After several weeks of uncertainty, the Senate passed its version of the bill on Thursday on a bipartisan vote of 64-35. The breakthrough came on Monday night, when Majority Leader Harry Reid (D-NV) announced that an agreement had been reached to vote on 73 amendments (out of the over 300 that had originally been filed), followed by a vote on final passage.

The victory represented a major victory for Senate Agriculture Chairwoman Debbie Stabenow (D-MI), who (along with Senator Pat Roberts of Kansas, her Republican counterpart on the Committee) kept hope alive during a sometimes chaotic Senate debate, and managed to push, coax, and barter her way to an agreement that her colleagues could live with, and a final bill that a ragtag faction of legislators could support.

Here are some of the main take-aways from this month’s Senate debate:

  • The fact that bill supporters were able to secure unanimous consent for the agreement (a requisite for nearly all Senate actions) suggests that senators on all sides of the debate viewed the 73 amendments as largely reflective of the main issues at stake. But since the bill’s opponents could have easily blocked the agreement, it is also indicative of the power of the Farm Bill’s constituencies in a difficult political environment.
  • Senators who voted against the bill on final passage fell into three camps: (1) southerners concerned that the bill’s new insurance-based subsidy system skewed its benefits toward midwestern crops and away from southern ones; (2) Tea Party sympathizers on the Republican side opposed in principle to large spending programs; and (3) liberal Democrats who were against the measure’s cuts to the food stamp program.
  • From a political perspective, it may have helped that Chairwoman Stabenow consistently sought to frame the bill in terms of its impact on jobs, is fiscal restraint, and its move away from some of the most controversial agriculture subsidies.
  • While most of the 73 amendments included in the agreement were more about putting senators on record with respect to certain issues than about actually amending the bill (as expected, a large majority of the amendments were voted down), two amendments making relatively significant policy changes passed: an amendment to limit crop insurance subsidies going to the largest farms, and one to require crop insurance program participants to comply with certain conservation requirements.

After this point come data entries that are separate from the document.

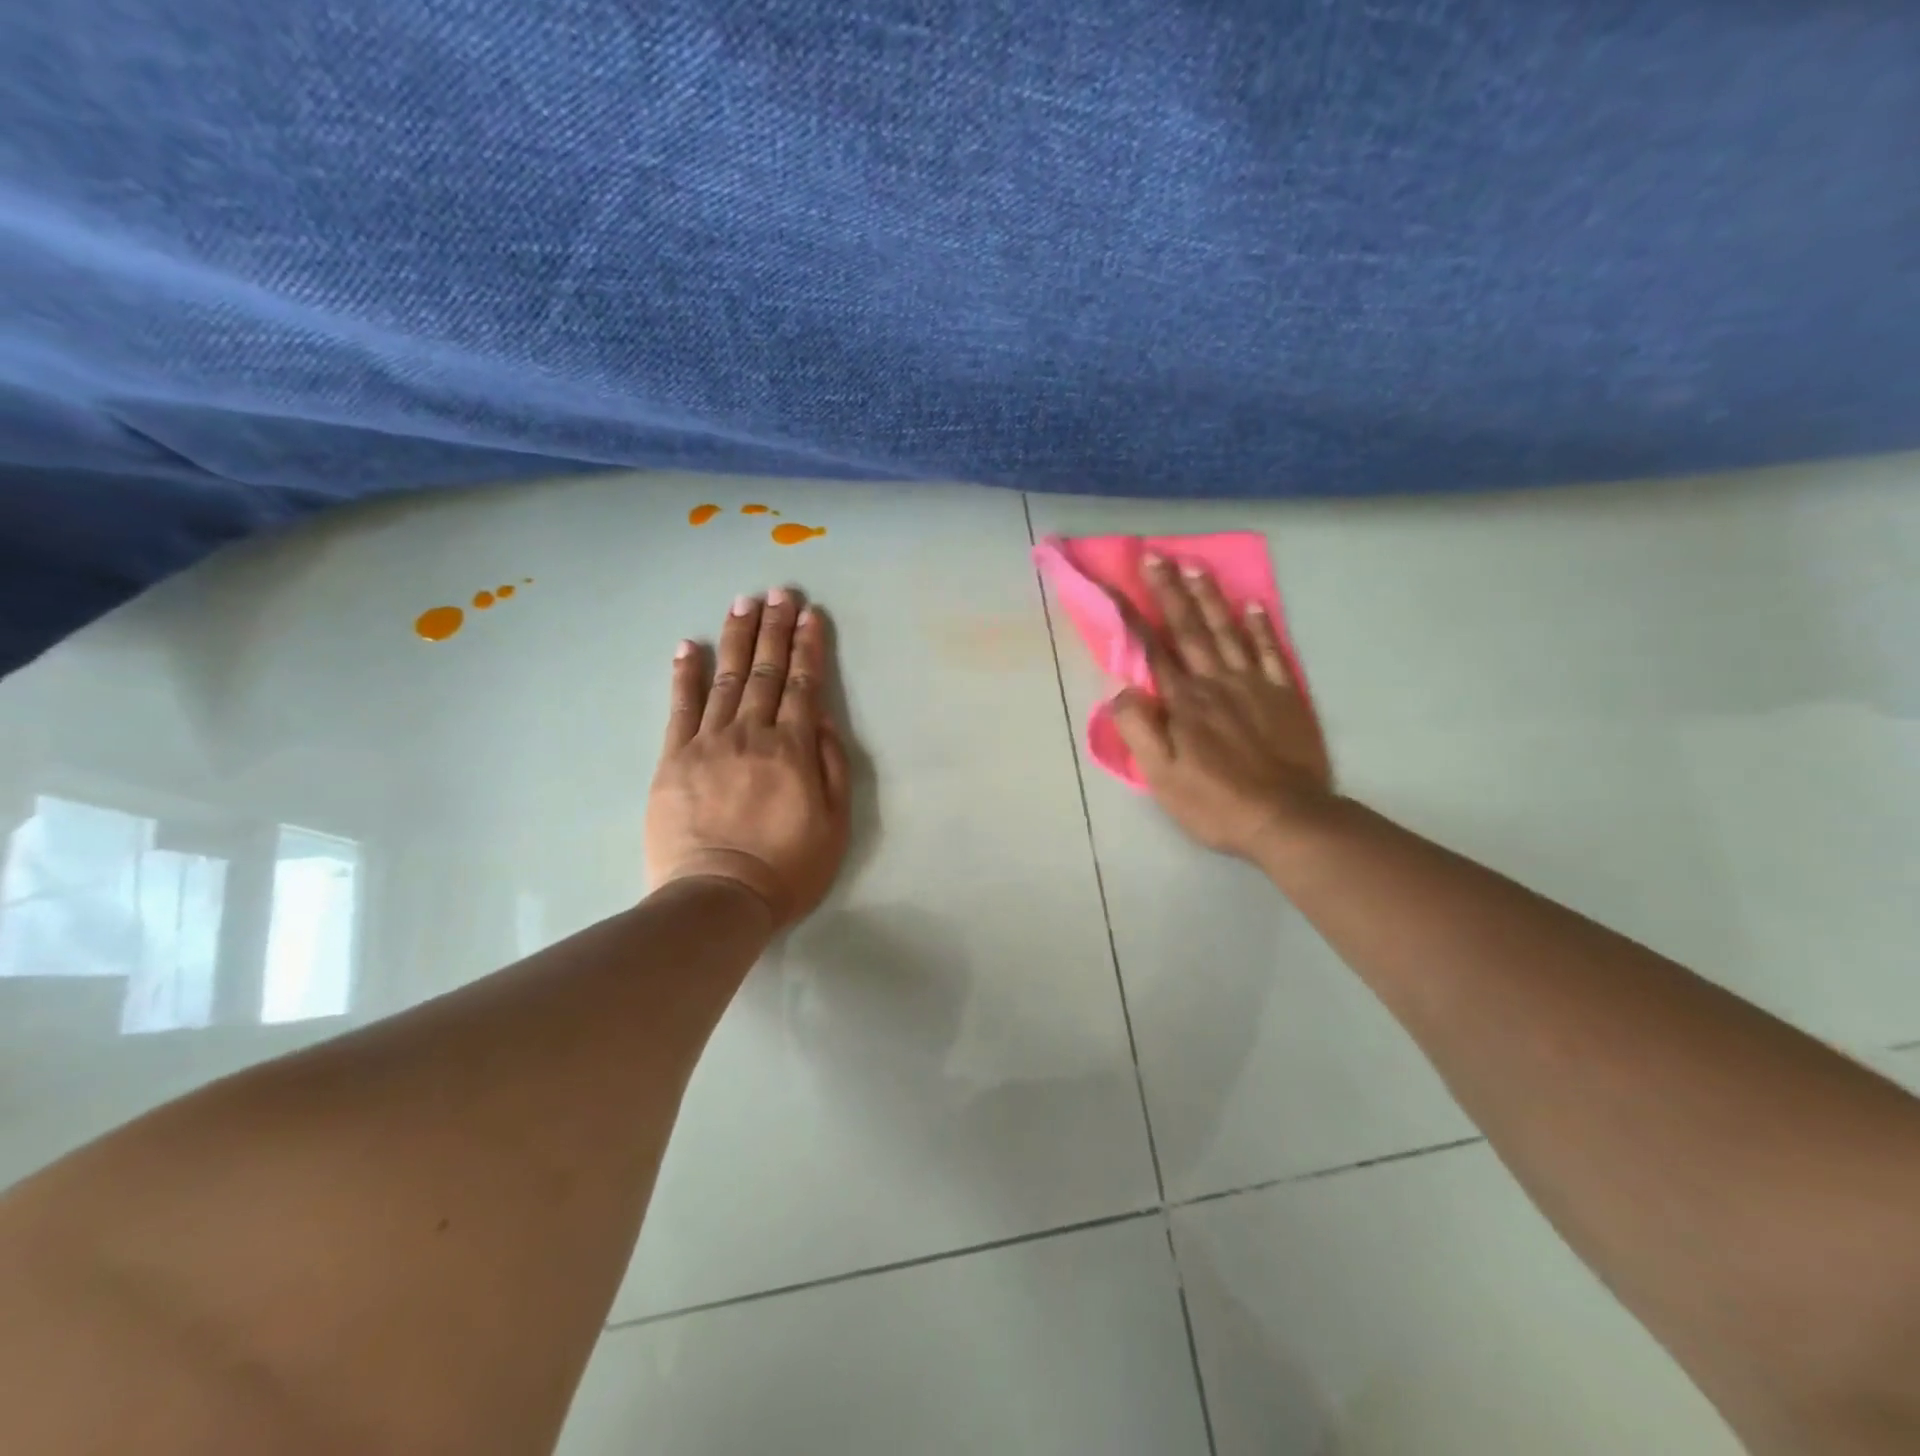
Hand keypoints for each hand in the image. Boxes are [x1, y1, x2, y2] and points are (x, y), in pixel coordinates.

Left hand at [646, 589, 851, 927]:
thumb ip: (832, 766)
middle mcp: (752, 734)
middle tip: (779, 592)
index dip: (808, 647)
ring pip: (727, 678)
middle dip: (775, 628)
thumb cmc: (787, 868)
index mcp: (793, 750)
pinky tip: (690, 646)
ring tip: (743, 603)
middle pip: (766, 672)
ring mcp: (709, 743)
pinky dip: (686, 674)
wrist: (718, 897)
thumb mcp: (835, 825)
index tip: (811, 614)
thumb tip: (823, 718)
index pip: (804, 685)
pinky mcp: (674, 758)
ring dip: (737, 638)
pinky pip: (681, 707)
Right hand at [1110, 555, 1334, 860]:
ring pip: (1228, 631)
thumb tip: (1121, 688)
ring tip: (1196, 566)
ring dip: (1210, 597)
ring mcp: (1254, 685)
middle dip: (1170, 590)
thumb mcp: (1161, 776)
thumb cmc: (1214, 803)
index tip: (1114, 583)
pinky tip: (1254, 605)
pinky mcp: (1284, 696)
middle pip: (1189, 629)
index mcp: (1183, 702)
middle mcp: (1215, 682)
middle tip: (1157, 555)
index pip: (1151, 650)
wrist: (1286, 819)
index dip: (1130, 616)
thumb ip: (1139, 729)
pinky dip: (1262, 627)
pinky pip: (1272, 652)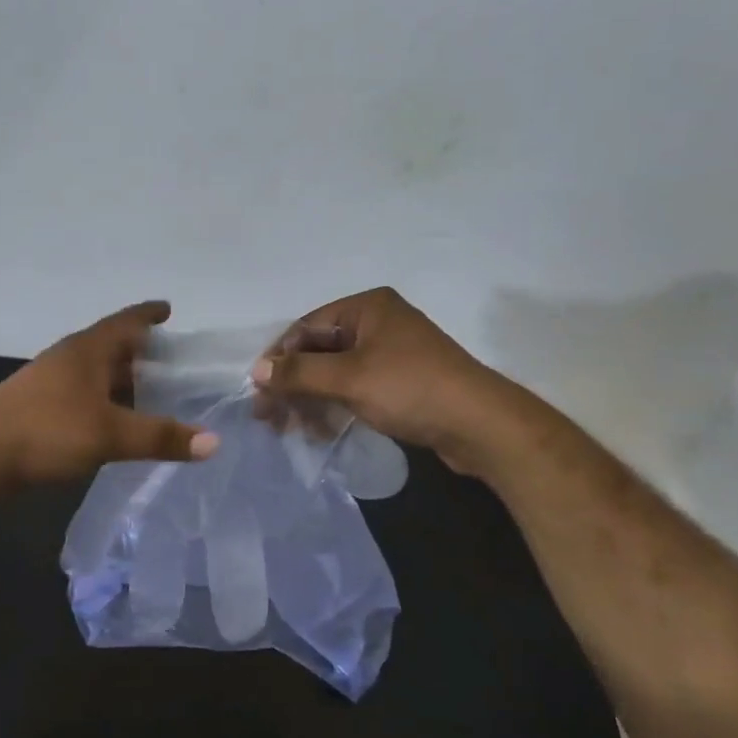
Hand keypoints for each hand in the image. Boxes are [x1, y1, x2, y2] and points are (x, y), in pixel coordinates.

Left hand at [0, 302, 218, 486]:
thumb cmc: (47, 430)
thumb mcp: (110, 434)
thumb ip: (160, 437)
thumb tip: (214, 441)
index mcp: (87, 350)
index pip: (125, 321)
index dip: (148, 314)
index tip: (169, 310)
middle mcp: (68, 358)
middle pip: (111, 346)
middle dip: (140, 352)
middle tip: (172, 363)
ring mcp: (49, 381)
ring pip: (94, 373)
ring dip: (120, 379)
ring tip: (149, 393)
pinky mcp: (37, 405)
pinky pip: (81, 394)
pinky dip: (103, 400)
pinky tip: (112, 420)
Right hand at [252, 287, 537, 475]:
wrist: (480, 425)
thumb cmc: (410, 389)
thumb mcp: (348, 379)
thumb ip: (299, 373)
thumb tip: (256, 371)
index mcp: (367, 307)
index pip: (306, 327)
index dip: (279, 359)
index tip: (259, 392)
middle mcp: (378, 322)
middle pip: (319, 350)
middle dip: (293, 384)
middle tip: (270, 418)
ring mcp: (391, 352)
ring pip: (336, 372)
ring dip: (311, 399)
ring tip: (294, 430)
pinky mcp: (401, 381)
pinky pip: (355, 387)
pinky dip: (335, 405)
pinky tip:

The debate now shifts to the House of Representatives, where Agriculture Committee Chairman Frank Lucas (R-OK) has been posturing to increase the odds that his version of the bill can get an airing before the full House. On substance, the deepest divide between the Senate and House versions of the bill center on the food stamp program, to which the House bill would make significantly larger cuts.

More generally, while the bill’s relatively bloodless Senate passage gives it momentum, the dynamic is far more complicated in the House, whose rules heavily tilt the playing field toward a Republican majority with a large contingent of Tea Party-backed spending hawks.

Should negotiations stall as we get closer to September 30–the expiration date on the last Farm Bill–the debate is likely to take on added urgency as legislators face up to another daunting scenario: the prospect of having to pass a temporary extension of current programs to avoid reverting to outdated and potentially draconian policies of the 30s and 40s.

For now, the bill steps back from center stage, and its proponents can take a breather before gearing up for the next leg of the race. And as the finish line gets closer, the course seems to only be getting steeper.